MATTHEWS:  OK, let me ask you about another thing, this Rudy—I want

to ask you, Bob, about Rudy.  We only have a few minutes.  Rudy Giuliani is

following the old Churchillian rule of grinning when he fights.  He is

going around through crowds with this—somebody said it earlier tonight -

the Joker‘s smile on his face.  He is smiling when women say you‘re responsible for the horrors of the World Trade Center and all this.  And he is still smiling.  What is this?  Is this a new Rudy? 

HERBERT:  I have covered Rudy for many, many years.  I cannot believe he is going to be able to maintain that smile all the way through this election.  Something is going to set him off.

MATTHEWS:  Did you say erection?  I thought you were going to say—mind‘s going in strange directions.   

HERBERT:  Election. 

BUCHANAN:  He has done a tremendous job, Chris.  There‘s no doubt about it, in terms of his appearance in the debates.  He has handled himself well under criticism and under fire. 

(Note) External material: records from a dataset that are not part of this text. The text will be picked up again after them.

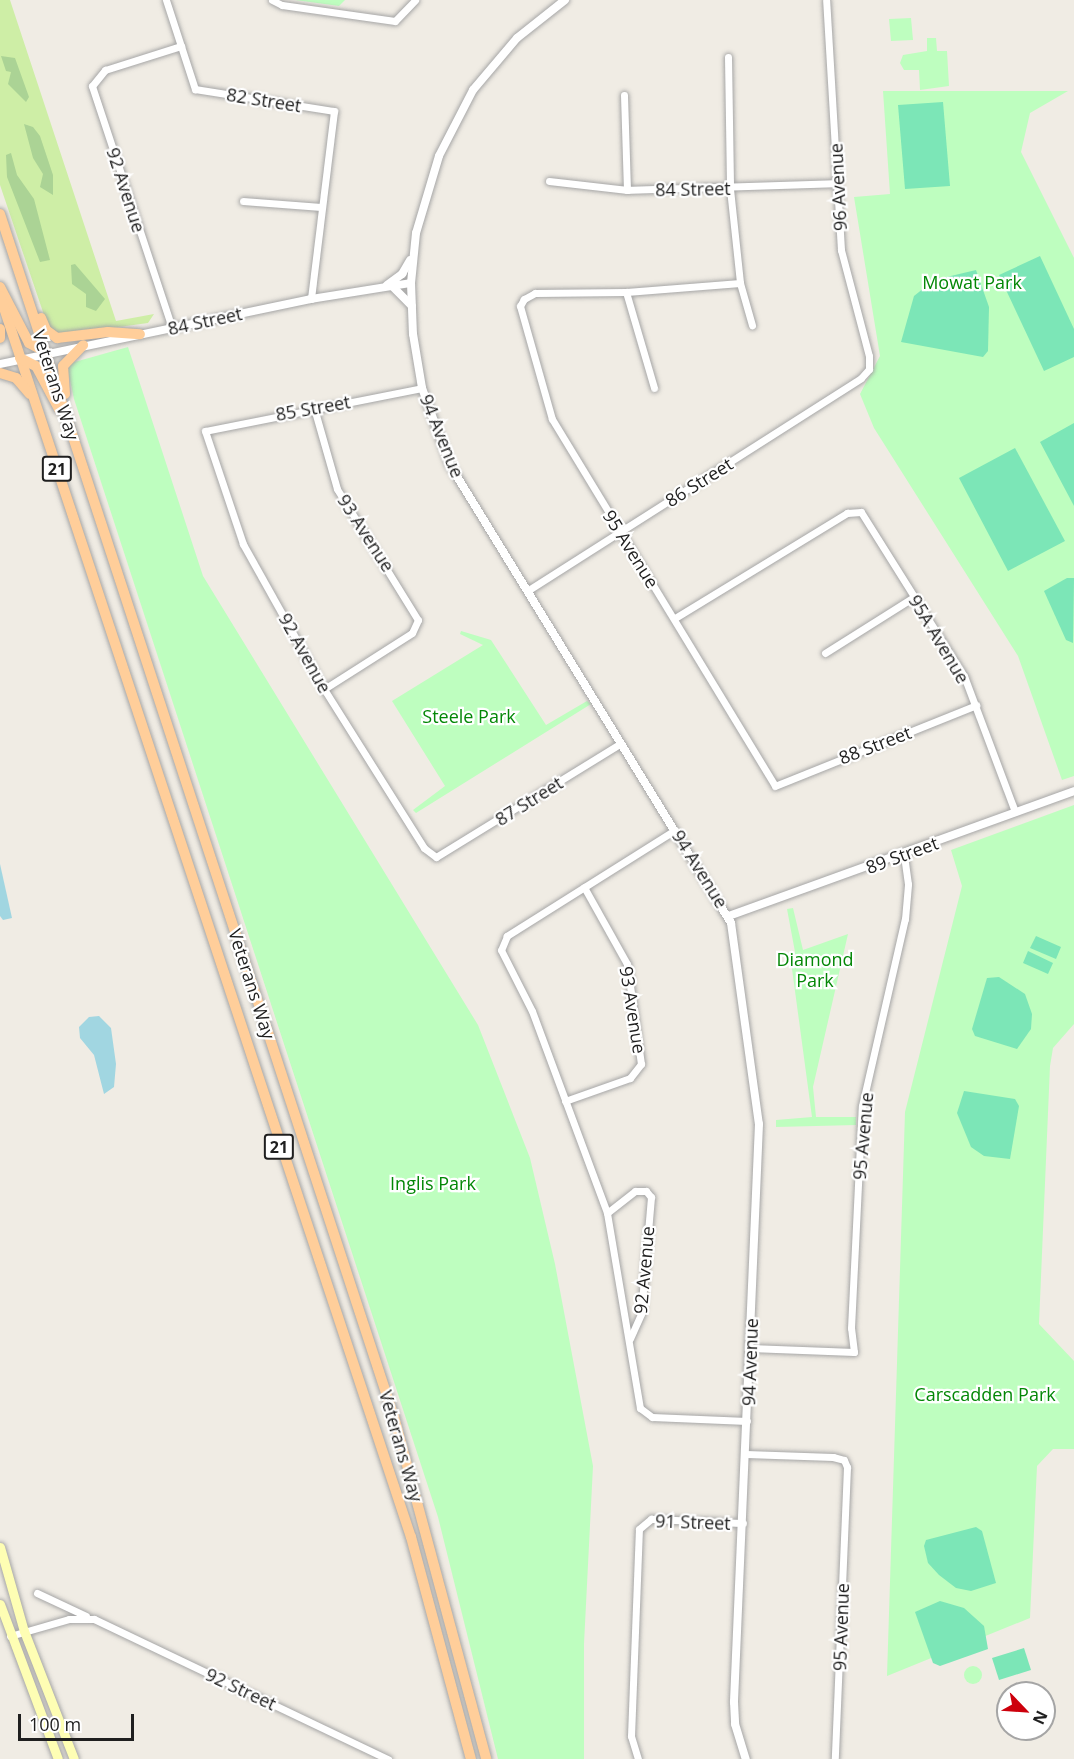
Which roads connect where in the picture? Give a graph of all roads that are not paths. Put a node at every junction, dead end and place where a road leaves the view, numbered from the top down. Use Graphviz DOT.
graph roads {
  1 [pos="166,0"];
  2 [pos="272,0"];
  3 [pos="415,0"];
  4 [pos="565,0"];
  5 [pos="826,0"];
  6 [pos="181,46"];
  7 [pos="728,57"];
  8 [pos="624,95"];
  9 [pos="549,181"];
  10 [pos="838,183"];
  11 [pos="730,189"];
  12 [pos="627,190"];
  13 [pos="243,201"];
  14 [pos="321,207"];
  15 [pos="0,214"];
  16 [pos="414,254"];
  17 [pos="411,283"];
  18 [pos="740,283"];
  19 [pos="24,284"];
  20 [pos="0,287"];
  21 [pos="388,287"];
  22 [pos="626,292"];
  23 [pos="0,296"];
  24 [pos="312,299"];
  25 [pos="412,306"];
  26 [pos="752,325"];
  27 [pos="0,328"];
  28 [pos="172,328"];
  29 [pos="140,334"];
  30 [pos="0,338"];
  31 [pos="83,345"];
  32 [pos="46,352"];
  33 [pos="20,358"];
  34 [pos="0,364"];
  35 [pos="869,369"];
  36 [pos="0,374"];
  37 [pos="422,388"];
  38 [pos="654,388"];
  39 [pos="35,400"];
  40 [pos="314,408"];
  41 [pos="63,409"];
  42 [pos="68,422"];
  43 [pos="205,431"];
  44 [pos="620,532"];
  45 [pos="527,591"];
  46 [pos="914,597"];
  47 [pos="675,618"];
  48 [pos="825,652"];
  49 [pos="324,689"];
  50 [pos="976,705"];
  51 [pos="621,743"];
  52 [pos="775,786"];
  53 [pos="1074,791"];
  54 [pos="1015,812"];
  55 [pos="675,830"];
  56 [pos="904,856"];
  57 [pos="436,857"];
  58 [pos="584,887"];
  59 [pos="729,916"];
  60 [pos="565,1101"];
  61 [pos="607,1213"];
  62 [pos="630,1339"];
  63 [pos="750,1348"];
  64 [pos="747,1421"];
  65 [pos="746,1454"];
  66 [pos="743,1523"];
  67 [pos="0,1547"];
  68 [pos="37,1593"];
  69 [pos="0,1604"];
  70 [pos="94,1620"];
  71 [pos="24,1631"];
  72 [pos="10,1636"];
  73 [pos="58,1759"];
  74 [pos="74,1759"];
  75 [pos="388,1759"];
  76 [pos="471,1759"];
  77 [pos="486,1759"];
  78 [pos="638,1759"];
  79 [pos="746,1759"];
  80 [pos="835,1759"];
  1 -- 6 [label="street"];
  2 -- 3 [label="street"];
  4 -- 16 [label="street, 94 Avenue"];
  5 -- 10 [label="street, 96 Avenue"];
  6 -- 14 [label="street, 82 Street"];
  6 -- 28 [label="street, 92 Avenue"];
  7 -- 11 [label="street"];
  8 -- 12 [label="street"];
  9 -- 12 [label="street, 84 Street"];
  10 -- 11 [label="street, 84 Street"];
  10 -- 35 [label="street, 96 Avenue"];
  11 -- 12 [label="street, 84 Street"];
  11 -- 18 [label="street"];
  13 -- 14 [label="street"];
  14 -- 24 [label="street"];
  15 -- 19 [label="main road, Veterans Way / 21"];
  16 -- 17 [label="street, 94 Avenue"];
  16 -- 21 [label="street"];
  17 -- 21 [label="street, 84 Street"];
  17 -- 25 [label="street, 94 Avenue"];
  18 -- 22 [label="street"];
  18 -- 26 [label="street"];
  19 -- 29 [label="main road"];
  19 -- 32 [label="main road, Veterans Way / 21"];
  20 -- 32 [label="main road"];
  21 -- 24 [label="street, 84 Street"];
  21 -- 25 [label="street"];
  22 -- 38 [label="street"];
  22 -- 44 [label="street, 95 Avenue"];
  23 -- 33 [label="main road, Veterans Way / 21"];
  24 -- 28 [label="street, 84 Street"];
  25 -- 37 [label="street, 94 Avenue"];
  27 -- 30 [label="main road"];
  28 -- 29 [label="street, 84 Street"];
  29 -- 31 [label="street, 84 Street"];
  31 -- 32 [label="street, 84 Street"];
  31 -- 41 [label="main road"];
  32 -- 33 [label="street, 84 Street"];
  32 -- 41 [label="main road, Veterans Way / 21"];
  33 -- 34 [label="street, 84 Street"];
  33 -- 39 [label="main road, Veterans Way / 21"];
  33 -- 42 [label="main road"];
  35 -- 44 [label="street, 86 Street"];
  36 -- 39 [label="main road"];
  37 -- 40 [label="street, 85 Street"];
  37 -- 45 [label="street, 94 Avenue"];
  39 -- 76 [label="main road, Veterans Way / 21"];
  40 -- 43 [label="street, 85 Street"];
  40 -- 49 [label="street, 93 Avenue"];
  41 -- 42 [label="main road, Veterans Way / 21"];
  42 -- 77 [label="main road, Veterans Way / 21"];
  43 -- 49 [label="street, 92 Avenue"];
  44 -- 45 [label="street, 86 Street"];
  44 -- 47 [label="street, 95 Avenue"];
  45 -- 51 [label="street, 94 Avenue"];
  46 -- 47 [label="street, 95A Avenue"];
  46 -- 48 [label="street"];
  46 -- 50 [label="street, 95A Avenue"];
  47 -- 52 [label="street, 95 Avenue"];
  49 -- 57 [label="street, 92 Avenue"];
  50 -- 52 [label="street, 88 Street"];
  50 -- 54 [label="street, 95A Avenue"];
  51 -- 55 [label="street, 94 Avenue"];
  51 -- 57 [label="street, 87 Street"];
  53 -- 54 [label="street, 89 Street"];
  54 -- 56 [label="street, 89 Street"];
  55 -- 58 [label="street"];
  55 -- 59 [label="street, 94 Avenue"];
  56 -- 59 [label="street, 89 Street"];
  56 -- 63 [label="street, 95 Avenue"];
  58 -- 60 [label="street, 92 Avenue"];
  58 -- 60 [label="street, 93 Avenue"];
  59 -- 63 [label="street, 94 Avenue"];
  60 -- 61 [label="street, 92 Avenue"];
  61 -- 62 [label="street, 92 Avenue"];
  61 -- 62 [label="street, 92 Avenue"];
  62 -- 64 [label="street"];
  63 -- 64 [label="street, 94 Avenue"];
  64 -- 65 [label="street, 94 Avenue"];
  65 -- 66 [label="street, 94 Avenue"];
  65 -- 80 [label="street, 95 Avenue"];
  66 -- 78 [label="street, 91 Street"];
  66 -- 79 [label="street, 94 Avenue"];
  67 -- 71 [label="main road"];
  68 -- 70 [label="street, 92 Street"];
  69 -- 72 [label="main road"];
  70 -- 71 [label="street, 92 Street"];
  70 -- 75 [label="street, 92 Street"];
  71 -- 72 [label="street, 92 Street"];
  71 -- 74 [label="main road"];
  72 -- 73 [label="main road"];
}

MATTHEWS:  Nixon got a new face and he was a happy guy for a while and then he went back to being angry again. 

BUCHANAN:  We got him some rest.  He didn‘t get any rest in 1960. 

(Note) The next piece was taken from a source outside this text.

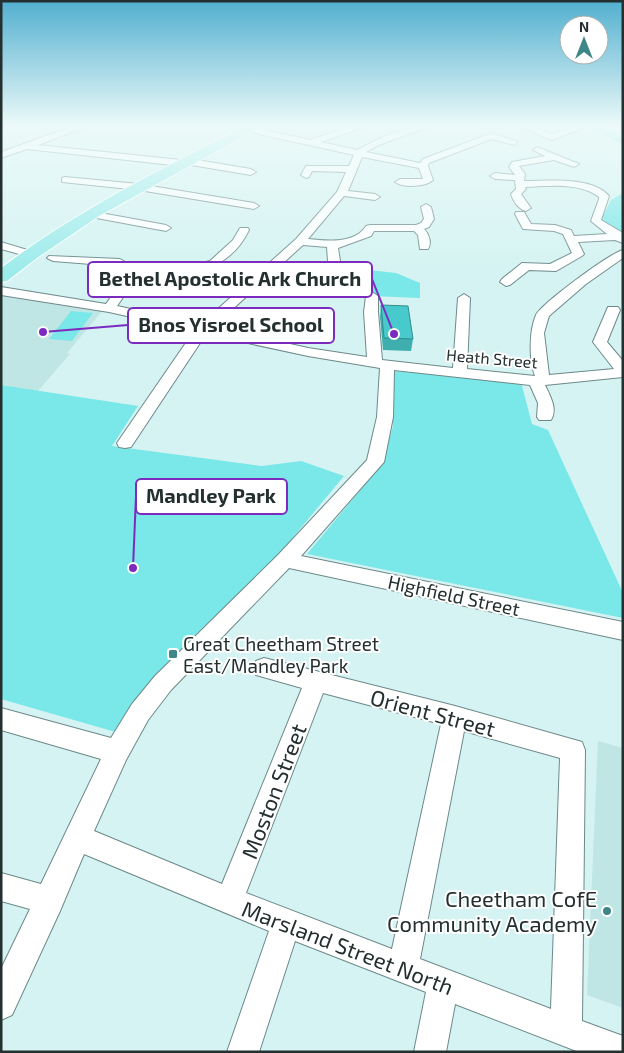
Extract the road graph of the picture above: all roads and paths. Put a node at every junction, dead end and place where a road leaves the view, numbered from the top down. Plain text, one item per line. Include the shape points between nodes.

Take a look at the Iowa Straw Poll.  I‘ve been telling folks, Rudy doesn‘t

look like he is prepared for that.  He could face a defeat, not only

defeat, but a minor humiliation if he runs third or fourth.  And he could,

because I think McCain and Romney are -

MATTHEWS:  He doesn‘t care what you say, Pat.  Look at him smile there.  Pat Buchanan and Bob Herbert—I read your column all the time.  Join us again tomorrow night for more HARDBALL.  Right now, it‘s time for “TUCKER.”